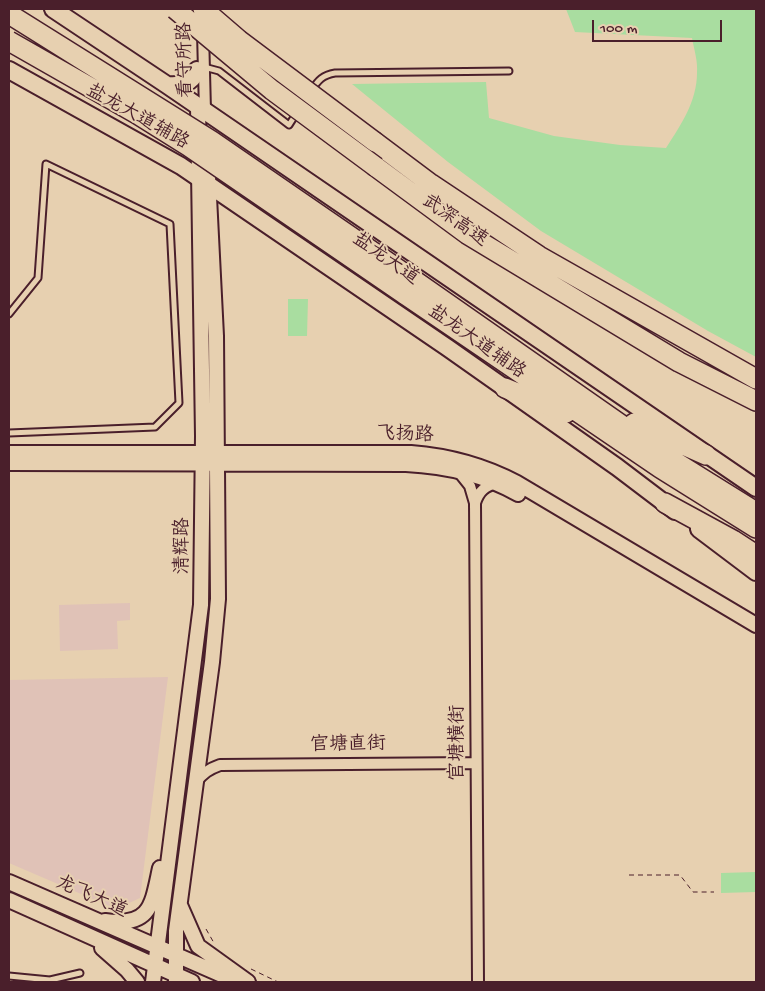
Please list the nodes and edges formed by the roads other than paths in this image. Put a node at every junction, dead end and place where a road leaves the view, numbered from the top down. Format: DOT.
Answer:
graph roads {
  1 [pos="53,9"];
  2 [pos="174,9"];
  3 [pos="196,9"];
  4 [pos="203,9"];
  5 [pos="9,14"];
  6 [pos="9,41"];
  7 [pos="200,69"];
  8 [pos="9,70"];
  9 [pos="509,71"];
  10 [pos="167,85"];
  11 [pos="308,96"];
  12 [pos="303,103"];
  13 [pos="202,109"];
  14 [pos="204,181"];
  15 [pos="407,286"];
  16 [pos="9,314"];
  17 [pos="756,379"];
  18 [pos="505,388"];
  19 [pos="756,401"];
  20 [pos="590,404"];
  21 [pos="600,427"];
  22 [pos="9,433"];
  23 [pos="9,453"];
  24 [pos="706,455"];
  25 [pos="203,458"];
  26 [pos="217,458"];
  27 [pos="9,464"];
  28 [pos="458,470"];
  29 [pos="497,483"];
  30 [pos="756,488"];
  31 [pos="475,503"];
  32 [pos="665,503"];
  33 [pos="756,512"];
  34 [pos="756,528"];
  35 [pos="756,555"];
  36 [pos="756,572"];
  37 [pos="756,625"];
  38 [pos="756,635"];
  39 [pos="200,746"];
  40 [pos="476,763"];
  41 [pos="220,765"];
  42 [pos="195,783"];
  43 [pos="171,842"];
  44 [pos="9,882"];
  45 [pos="9,900"];
  46 [pos="180,903"];
  47 [pos="91,918"];
  48 [pos="84,934"];
  49 [pos="158,948"];
  50 [pos="176,956"];
  51 [pos="155,967"];
  52 [pos="80,973"];
  53 [pos="9,976"];
  54 [pos="176,979"];
  55 [pos="137,982"];
  56 [pos="153,982"];
  57 [pos="192,982"];
  58 [pos="238,982"];
  59 [pos="248,982"];
  60 [pos="478,982"];
  1 -- 10 [label="main road, 盐龙大道辅路"];
  2 -- 19 [label="highway, 武深高速, bridge"];
  3 -- 7 [label="street, 看守所路"];
  4 -- 7 [label="street, 看守所路"];
  4 -- 17 [label="highway, 武深高速, bridge"];
  5 -- 15 [label="highway, 盐龙大道, bridge"];
  6 -- 15 [label="highway, 盐龙大道, bridge"];
  7 -- 10 [label="main road"];
  7 -- 12 [label="lane"];
  7 -- 13 [label="street, 看守所路"];
  8 -- 14 [label="main road, 盐龙大道辅路"];
  9 -- 11 [label="lane"];
  10 -- 13 [label="main road, 盐龙大道辅路"];
  13 -- 14 [label="street, 清辉路"];
  13 -- 24 [label="main road, 盐龙大道辅路"];
  14 -- 18 [label="main road, 盐龙大道辅路"];
  14 -- 25 [label="street, 清辉路"];
  14 -- 26 [label="street, 清辉路"];
  15 -- 20 [label="highway, 盐龙大道"];
  15 -- 21 [label="highway, 盐龙大道"];
  16 -- 22 [label="lane"];
  18 -- 21 [label="highway"];
  18 -- 32 [label="main road, 盐龙大道辅路"];
  20 -- 24 [label="highway"];
  20 -- 33 [label="highway, 盐龙大道"];
  21 -- 34 [label="highway, 盐龙大道"];
  23 -- 25 [label="street, 飞扬路"];
  24 -- 30 [label="main road, 盐龙大道辅路"];
  25 -- 26 [label="street, 飞扬路"];
  25 -- 27 [label="street, 飞扬路"];
  25 -- 43 [label="street, 清辉路"];
  26 -- 28 [label="street, 飞扬路"];
  26 -- 37 [label="street, 飞扬路"];
  26 -- 39 [label="street, 清辉路"];
  28 -- 29 [label="street, 飞扬路"];
  28 -- 31 [label="street, 官塘横街"];
  29 -- 31 [label="street"];
  29 -- 38 [label="street, 飞扬路"];
  31 -- 40 [label="street, 官塘横街"];
  32 -- 35 [label="highway"];
  32 -- 36 [label="main road, 盐龙大道辅路"];
  39 -- 41 [label="street"];
  39 -- 42 [label="street, 清辉路"];
  40 -- 41 [label="street, 官塘直街"];
  40 -- 60 [label="street, 官塘横街"];
  41 -- 42 [label="street"];
  42 -- 46 [label="street, 清辉路"];
  43 -- 47 [label="street"];
  43 -- 49 [label="street, 清辉路"];
  44 -- 47 [label="street, 龙飞大道"];
  45 -- 48 [label="street, 龙飞大道"];
  46 -- 50 [label="street, 清辉路"];
  46 -- 59 [label="street"];
  47 -- 49 [label="street, 龙飞大道"];
  48 -- 51 [label="street, 龙飞大道"];
  48 -- 55 [label="street"];
  49 -- 50 [label="street, 龙飞大道"];
  49 -- 51 [label="street, 清辉路"];
  50 -- 54 [label="street, 清辉路"];
  50 -- 58 [label="street, 龙飞大道"];
  51 -- 54 [label="street, 龙飞大道"];
  51 -- 56 [label="street, 清辉路"];
  52 -- 53 [label="lane"];
  54 -- 57 [label="street, 龙飞大道"];
}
········
◆ Task brief ◆
After removing the pictures, restate the whole listing above word for word.

◆ Exercise response ◆
Please list the nodes and edges formed by the roads other than paths in this image. Put a node at every junction, dead end and place where a road leaves the view, numbered from the top down. Format: DOT.
Answer:
graph roads {
  1 [pos="53,9"];
  2 [pos="174,9"];
  3 [pos="196,9"];
  4 [pos="203,9"];
  5 [pos="9,14"];
  6 [pos="9,41"];
  7 [pos="200,69"];
  8 [pos="9,70"];
  9 [pos="509,71"];
  10 [pos="167,85"];
  11 [pos="308,96"];
  12 [pos="303,103"];
  13 [pos="202,109"];
  14 [pos="204,181"];
  15 [pos="407,286"];
  16 [pos="9,314"];
  17 [pos="756,379"];
  18 [pos="505,388"];
  19 [pos="756,401"];
  20 [pos="590,404"];
  21 [pos="600,427"];
  22 [pos="9,433"];
  23 [pos="9,453"];
  24 [pos="706,455"];
  25 [pos="203,458"];
  26 [pos="217,458"];
  27 [pos="9,464"];
  28 [pos="458,470"];
  29 [pos="497,483"];
  30 [pos="756,488"];
  31 [pos="475,503"];
  32 [pos="665,503"];
  33 [pos="756,512"];
  34 [pos="756,528"];
  35 [pos="756,555"];
  36 [pos="756,572"];
  37 [pos="756,625"];
  38 [pos="756,635"];
  39 [pos="200,746"];
  40 [pos="476,763"];
  41 [pos="220,765"];
  42 [pos="195,783"];
  43 [pos="171,842"];
  44 [pos="9,882"];
  45 [pos="9,900"];
  46 [pos="180,903"];
  47 [pos="91,918"];
  48 [pos="84,934"];
  49 [pos="158,948"];
  50 [pos="176,956"];
  51 [pos="155,967"];
  52 [pos="80,973"];
  53 [pos="9,976"];
  54 [pos="176,979"];
  55 [pos="137,982"];
  56 [pos="153,982"];
  57 [pos="192,982"];
  58 [pos="238,982"];
  59 [pos="248,982"];
  60 [pos="478,982"];
  1 -- 10 [label="main road, 盐龙大道辅路"];
  2 -- 19 [label="highway, 武深高速, bridge"];
  3 -- 7 [label="street, 看守所路"];
  4 -- 7 [label="street, 看守所路"];
  4 -- 17 [label="highway, 武深高速, bridge"];
  5 -- 15 [label="highway, 盐龙大道, bridge"];
  6 -- 15 [label="highway, 盐龙大道, bridge"];
  7 -- 10 [label="main road"];
  7 -- 12 [label="lane"];
  7 -- 13 [label="street, 看守所路"];
  8 -- 14 [label="main road, 盐龙大道辅路"];
  9 -- 11 [label="lane"];
  10 -- 13 [label="main road, 盐龙大道辅路"];
  13 -- 14 [label="street, 清辉路"];
  13 -- 24 [label="main road, 盐龙大道辅路"];
  14 -- 18 [label="main road, 盐龙大道辅路"];
  14 -- 25 [label="street, 清辉路"];
  14 -- 26 [label="street, 清辉路"];
  15 -- 20 [label="highway, 盐龙大道"];
  15 -- 21 [label="highway, 盐龙大道"];
  16 -- 22 [label="lane"];
  18 -- 21 [label="highway"];
  18 -- 32 [label="main road, 盐龙大道辅路"];
  20 -- 24 [label="highway"];
  20 -- 33 [label="highway, 盐龙大道"];
  21 -- 34 [label="highway, 盐龙大道"];
  23 -- 25 [label="street, 飞扬路"];
  24 -- 30 [label="main road, 盐龙大道辅路"];
  25 -- 26 [label="street, 飞扬路"];
  25 -- 27 [label="street, 飞扬路"];
  25 -- 43 [label="street, 清辉路"];
  26 -- 28 [label="street, 飞扬路"];
  26 -- 37 [label="street, 飞扬路"];
  26 -- 39 [label="street, 清辉路"];
  28 -- 29 [label="street, 飞扬路"];
  28 -- 31 [label="street, 官塘横街"];
  29 -- 31 [label="street"];
  29 -- 38 [label="street, 飞扬路"];
  31 -- 40 [label="street, 官塘横街"];
  32 -- 35 [label="highway"];
  32 -- 36 [label="main road, 盐龙大道辅路"];
  39 -- 41 [label="street"];
  39 -- 42 [label="street, 清辉路"];
  40 -- 41 [label="street, 官塘直街"];
  40 -- 60 [label="street, 官塘横街"];
  41 -- 42 [label="street"];
  42 -- 46 [label="street, 清辉路"];
  43 -- 47 [label="street"];
  43 -- 49 [label="street, 清辉路"];
  44 -- 47 [label="street, 龙飞大道"];
  45 -- 48 [label="street, 龙飞大道"];
  46 -- 50 [label="street, 清辉路"];
  46 -- 59 [label="street"];
  47 -- 49 [label="street, 龙飞大道"];
  48 -- 51 [label="street, 龙飞大道"];
  48 -- 55 [label="street"];
  49 -- 50 [label="street, 龙飞大道"];
  49 -- 51 [label="street, 清辉路"];
  50 -- 54 [label="street, 清辉路"];
  50 -- 58 [label="street, 龙飞大道"];
  51 -- 54 [label="street, 龙飞大道"];
  51 -- 56 [label="street, 清辉路"];
  52 -- 53 [label="lane"];
  54 -- 57 [label="street, 龙飞大道"];
}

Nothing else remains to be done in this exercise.